## What is expected
Report the count of lines below that include "void", without any other text.

═════ The input ═════

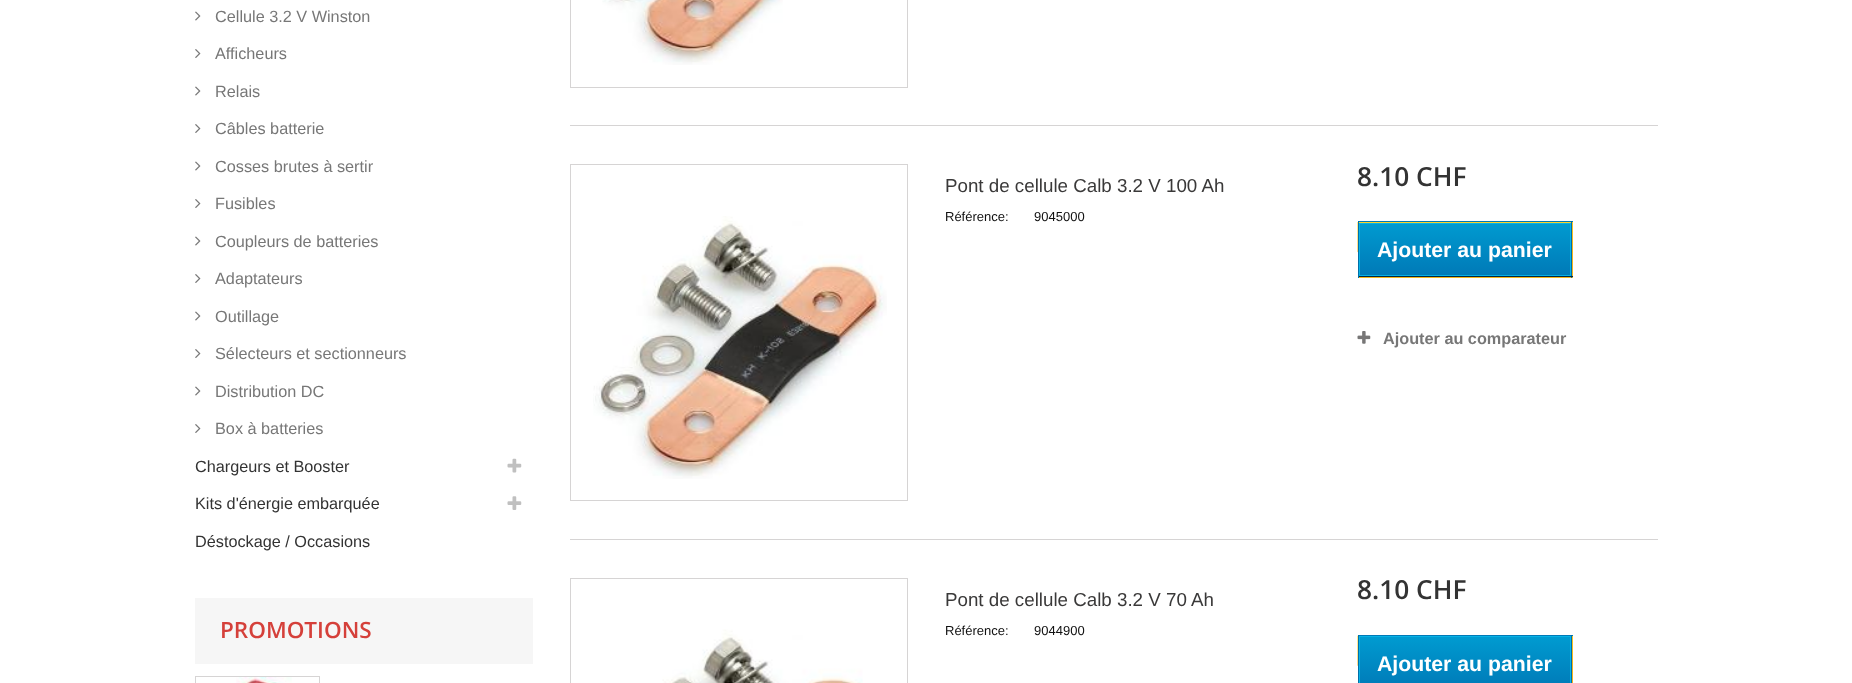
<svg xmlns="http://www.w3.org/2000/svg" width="1852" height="683">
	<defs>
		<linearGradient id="g1" gradientUnits="userSpaceOnUse" x1="1465" y1="224" x2="1465" y2="275"><stop offset="0" stop-color="#009AD0" /><stop offset="1" stop-color="#007AB7" /></linearGradient>
		<linearGradient id="g2" gradientUnits="userSpaceOnUse" x1="1465" y1="638" x2="1465" y2="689"><stop offset="0" stop-color="#009AD0" /><stop offset="1" stop-color="#007AB7" /></linearGradient>
	</defs>
	<rect width="100%" height="100%" fill="#FFFFFF" />
	<image x="195" y="11" width="6" height="10" href="assets/img1.png" />
	<text x="215" y="22" font-family="Liberation Sans" font-size="16.25" fill="#777777">Cellule 3.2 V Winston</text>
	<image x="195" y="49" width="6" height="9" href="assets/img2.png" />
	<text x="215" y="59" font-family="Liberation Sans" font-size="16.25" fill="#777777">Afficheurs</text>
	<image x="195" y="86" width="6" height="10" href="assets/img1.png" />
	<text x="215" y="97" font-family="Liberation Sans" font-size="16.25" fill="#777777">Relais</text>
	<image x="195" y="124" width="6" height="9" href="assets/img2.png" />
	<text x="215" y="134" font-family="Liberation Sans" font-size="16.25" fill="#777777">Câbles batterie</text>
	<image x="195" y="161" width="6" height="10" href="assets/img1.png" />
	<text x="215" y="172" font-family="Liberation Sans" font-size="16.25" fill="#777777">Cosses brutes à sertir</text>
	<image x="195" y="199" width="6" height="9" href="assets/img2.png" />
	<text x="215" y="209" font-family="Liberation Sans" font-size="16.25" fill="#777777">Fusibles</text>
	<image x="195" y="236" width="6" height="10" href="assets/img1.png" />
	<text x="215" y="247" font-family="Liberation Sans" font-size="16.25" fill="#777777">Coupleurs de batteries</text>
	<image x="195" y="274" width="6" height="9" href="assets/img2.png" />
	<text x="215" y="284" font-family="Liberation Sans" font-size="16.25" fill="#777777">Adaptateurs</text>
	<image x="195" y="311" width="6" height="10" href="assets/img1.png" />
	<text x="215" y="322" font-family="Liberation Sans" font-size="16.25" fill="#777777">Outillage</text>
	<image x="195" y="349" width="6" height="9" href="assets/img2.png" />
	<text x="215" y="359" font-family="Liberation Sans" font-size="16.25" fill="#777777">Sélecteurs et sectionneurs</text>
	<image x="195" y="386" width="6" height="10" href="assets/img1.png" />
	<text x="215" y="397" font-family="Liberation Sans" font-size="16.25" fill="#777777">Distribution DC</text>
	<image x="195" y="424" width="6" height="9" href="assets/img2.png" />
	<text x="215" y="434" font-family="Liberation Sans" font-size="16.25" fill="#777777">Box à batteries</text>
	<text x="195" y="472" font-family="Liberation Sans" font-size="16.25" fill="#333333">Chargeurs et Booster</text>
	<image x="507" y="458" width="15" height="15" href="assets/img3.png" />
	<text x="195" y="509" font-family="Liberation Sans" font-size="16.25" fill="#333333">Kits d'énergie embarquée</text>
	<image x="507" y="496" width="15" height="14" href="assets/img4.png" />
	<text x="195" y="547" font-family="Liberation Sans" font-size="16.25" fill="#333333">Déstockage / Occasions</text>
	<rect x="195" y="598" width="338" height="66" fill="#F6F6F6" />
	<text x="220" y="638" font-family="Open Sans" font-size="22.5" font-weight="600" fill="#D5403A">PROMOTIONS</text>
	<rect x="195.5" y="676.5" width="124" height="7" fill="none" stroke="#D6D4D4" />
	<image x="236" y="677" width="56" height="6" href="assets/img5.png" />
	<rect x="570.5" y="-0.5" width="337" height="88" fill="none" stroke="#D6D4D4" />
	<image x="602" y="0" width="181" height="65" href="assets/img6.png" />
	<rect x="570" y="125" width="1088" height="1" fill="#D6D4D4" />
	<rect x="570.5" y="164.5" width="337" height="336" fill="none" stroke="#D6D4D4" />
	<image x="593" y="216" width="294" height="263" href="assets/img7.png" />
	<text x="945" y="192" font-family="Liberation Sans" font-size="18.75" fill="#3A3939">Pont de cellule Calb 3.2 V 100 Ah</text>
	<g font-family="Liberation Sans" font-size="13" fill="#111111">
		<text x="945" y="221">Référence:</text>
		<text x="1034" y="221">9045000</text>
	</g>
	<text x="1357" y="186" font-family="Open Sans" font-size="26.25" font-weight="600" fill="#333333">8.10 CHF</text>
	<rect x="1359" y="222" width="214" height="56" fill="#F4B61B" />
	<image x="1357" y="222" width="216" height="31" href="assets/img8.png" />
	<rect x="1358" y="221" width="215" height="1" fill="#0079B6" />
	<rect x="1571" y="221" width="1" height="57" fill="#006FA8" />
	<rect x="1358" y="276" width="215" height="1" fill="#012740" />
	<rect x="1358" y="221" width="1" height="57" fill="#006FA8" />
	<rect x="1360" y="224" width="210" height="51" fill="url(#g1)" />
	<rect x="1359.5" y="223.5" width="211" height="52" fill="none" stroke="#06B2E6" />
	<text x="1377" y="257" font-family="Liberation Sans" font-size="21.25" font-weight="700" fill="#FFFFFF">Ajouter au panier</text>
	<image x="1357" y="331" width="14" height="13" href="assets/img9.png" />
	<text x="1383" y="344" font-family="Liberation Sans" font-size="16.25" font-weight="700" fill="#777777">Ajouter au comparateur</text>
	<rect x="570" y="539" width="1088" height="1" fill="#D6D4D4" />
	<rect x="570.5" y="578.5" width="337" height="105" fill="none" stroke="#D6D4D4" />
	<image x="662" y="629" width="201" height="54" href="assets/img10.png" />
	<text x="945" y="606" font-family="Liberation Sans" font-size="18.75" fill="#3A3939">Pont de cellule Calb 3.2 V 70 Ah</text>
	<g font-family="Liberation Sans" font-size="13" fill="#111111">
		<text x="945" y="635">Référence:</text>
		<text x="1034" y="635">9044900</text>
	</g>
	<text x="1357" y="599" font-family="Open Sans" font-size="26.25" font-weight="600" fill="#333333">8.10 CHF</text>
	<rect x="1572" y="636" width="1" height="47" fill="#F4B61B" />
	<image x="1357" y="635" width="216" height="31" href="assets/img11.png" />
	<rect x="1358" y="635" width="215" height="1" fill="#0079B6" />
	<rect x="1571" y="635" width="1" height="48" fill="#006FA8" />
	<rect x="1358" y="635" width="1" height="48" fill="#006FA8" />
	<rect x="1360" y="637" width="210" height="1" fill="#009AD0" />
	<rect x="1360" y="638" width="210" height="45" fill="url(#g2)" />
	<rect x="1359.5" y="636.5" width="211" height="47" fill="none" stroke="#06B2E6" />
	<text x="1377" y="671" font-family="Liberation Sans" font-size="21.25" font-weight="700" fill="#FFFFFF">Ajouter au panier</text>
</svg>
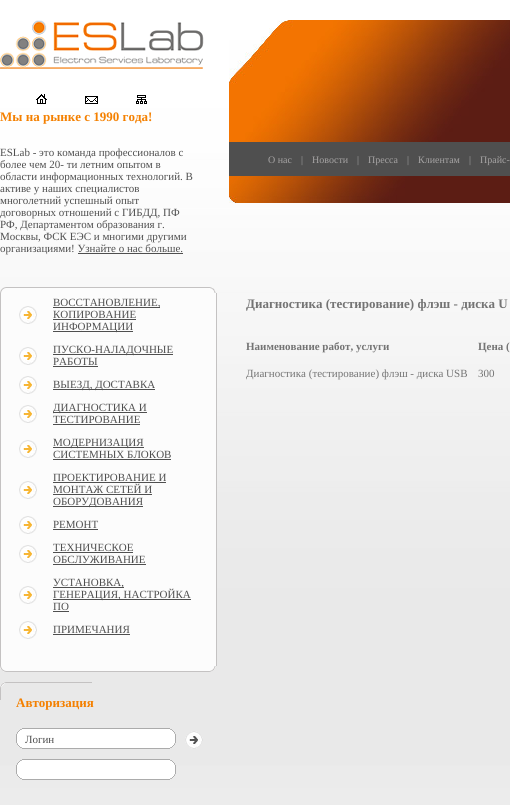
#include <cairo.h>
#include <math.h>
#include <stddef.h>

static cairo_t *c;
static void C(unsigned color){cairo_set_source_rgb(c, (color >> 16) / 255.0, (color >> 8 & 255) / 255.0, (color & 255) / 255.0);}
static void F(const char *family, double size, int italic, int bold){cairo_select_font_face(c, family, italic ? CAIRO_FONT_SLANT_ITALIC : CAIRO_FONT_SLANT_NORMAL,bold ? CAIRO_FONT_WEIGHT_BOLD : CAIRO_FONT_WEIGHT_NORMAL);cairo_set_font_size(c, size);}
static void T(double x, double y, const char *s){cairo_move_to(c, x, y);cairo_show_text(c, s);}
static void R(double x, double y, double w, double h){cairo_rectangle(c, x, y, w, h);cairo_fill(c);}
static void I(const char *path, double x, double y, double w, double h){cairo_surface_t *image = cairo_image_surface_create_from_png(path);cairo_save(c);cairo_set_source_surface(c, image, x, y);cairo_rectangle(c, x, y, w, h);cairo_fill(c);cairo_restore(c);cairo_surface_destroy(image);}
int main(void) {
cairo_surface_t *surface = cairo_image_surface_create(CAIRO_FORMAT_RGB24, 510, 805);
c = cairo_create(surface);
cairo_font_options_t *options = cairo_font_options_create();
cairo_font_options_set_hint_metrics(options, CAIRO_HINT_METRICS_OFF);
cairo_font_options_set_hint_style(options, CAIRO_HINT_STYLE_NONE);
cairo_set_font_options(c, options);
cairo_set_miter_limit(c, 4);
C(0xffffff);
cairo_paint(c);
I("1.png",0,0,510,805);
I("2.png",0,20,204,49);
I("3.png",36,94,11,10);
I("4.png",85,96,13,8);
I("5.png",136,95,11,9);
F("Liberation Serif",13,0,1);
C(0xf48000);
T(0,121,"Мы на рынке с 1990 года!");
F("Liberation Serif",11,0,0);
C(0x4f4f4f);
T(0,156,"ESLab - это команда профессионалов с");
T(0,168,"более чем 20- ти летним опытом в");
T(0,180,"области информационных технологий. В");
T(0,192,"активе у наших специалистов");
T(0,204,"многолетний успешный опыт");
T(0,216,"договорных отношений с ГИБДД, ПФ");
T(0,228,"РФ, Департаментом образования г.");
T(0,240,"Москвы, ФСК ЕЭС и многими другими");
T(0,252,"организациями! Узнайте о нас больше.");
R(78,253,105,1);
I("6.png",229,20,281,183);
R(229,142,281,34);
F("Liberation Serif",10,0,0);
C(0xa5a3a3);
T(268,163,"О нас");
T(301,163,"|");
T(312,163,"Новости");
T(357,163,"|");
T(368,163,"Пресса");
T(407,163,"|");
T(418,163,"Клиентам");
T(469,163,"|");
T(480,163,"Прайс-");
I("7.png",0,287,216,6);
C(0xfcfcfc);
R(1,293,215,373);
C(0xc4c2c2);
R(216,293,1,373);
R(0,293,1,373);
I("8.png",19,306,18,18);
C(0x4f4f4f);
R(53,307,107,1);
F("Liberation Serif",11,0,0);
T(53,306,"ВОССТАНОВЛЕНИЕ,");
T(53,318,"КОПИРОВАНИЕ");
R(53,319,83,1);
R(53,331,80,1);
T(53,330,"ИНФОРМАЦИИ");
I("8.png",19,347,18,18);
R(53,354,120,1);
T(53,353,"ПУСКО-НАЛАДОЧНЫЕ");
T(53,365,"РАБОТЫ");
R(53,366,45,1);
I("8.png",19,376,18,18);
R(53,389,102,1);
T(53,388,"ВЫЕЗД, ДОСТАВКА");
I("8.png",19,405,18,18);
R(53,412,94,1);
T(53,411,"ДИАГНОСТИКА И");
T(53,423,"ТЕСТИРОВАНИЕ");
R(53,424,87,1);
I("8.png",19,440,18,18);
R(53,447,91,1);
T(53,446,"МОДЕРНИЗАЦИЯ");
T(53,458,"СИСТЕМНЫХ БЛОКОВ");
R(53,459,118,1);
I("8.png",19,481,18,18);
T(53,481,"ПРОЕКТИРОВАНИЕ И");
R(53,482,113,1);
T(53,493,"МОНТАЖ СЕТЕЙ И");
R(53,494,99,1);
R(53,506,90,1);
T(53,505,"ОБОРУДОВАНИЯ");
I("8.png",19,516,18,18);
T(53,528,"РЕМОНТ");
R(53,529,45,1);
I("8.png",19,545,18,18);
T(53,551,"ТЕХНИЧЕСКОЕ");
R(53,552,80,1);
T(53,563,"ОБСЛУЖИВАНИЕ");
R(53,564,93,1);
I("8.png",19,586,18,18);
R(53,587,71,1);
T(53,586,"УСТАНОВКА,");
R(53,599,138,1);
T(53,598,"ГЕНЕРАЦИЯ, НАСТРОЙКА");
T(53,610,"ПО");
R(53,611,16,1);
I("8.png",19,621,18,18);
T(53,633,"ПРИМЕЧАНИЯ");
R(53,634,77,1);
I("9.png",0,666,216,6);
I("10.png",0,682,92,18);
F("Liberation Serif",13,0,1);
C(0xf48000);
T(16,707,"Авторизация");
I("11.png",16,729,6,19);
C(0xffffff);
R(22,729,148,19);
C(0xababab);
R(22,728,148,1);
R(22,748,148,1);
F("Liberation Serif",11,0,0);
C(0x4f4f4f);
T(25,743,"Логин");
I("12.png",170,729,6,19);
I("13.png",185,731,18,18);
I("14.png",16,760,6,19);
C(0xffffff);
R(22,760,148,19);
C(0xababab);
R(22,759,148,1);
R(22,779,148,1);
I("15.png",170,760,6,19);
F("Liberation Serif",13,0,1);
C(0x747474);
T(246,308,"Диагностика (тестирование) флэш - диска U");
F("Liberation Serif",11,0,1);
T(246,350,"Наименование работ, услуги");
T(478,350,"Цена (");
F("Liberation Serif",11,0,0);
T(246,377,"Диагностика (тестирование) флэш - диска USB");
T(478,377,"300");
cairo_surface_write_to_png(surface, "o.png");
cairo_font_options_destroy(options);
cairo_destroy(c);
cairo_surface_destroy(surface);
return 0;
}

═════

## Solution for this problem
6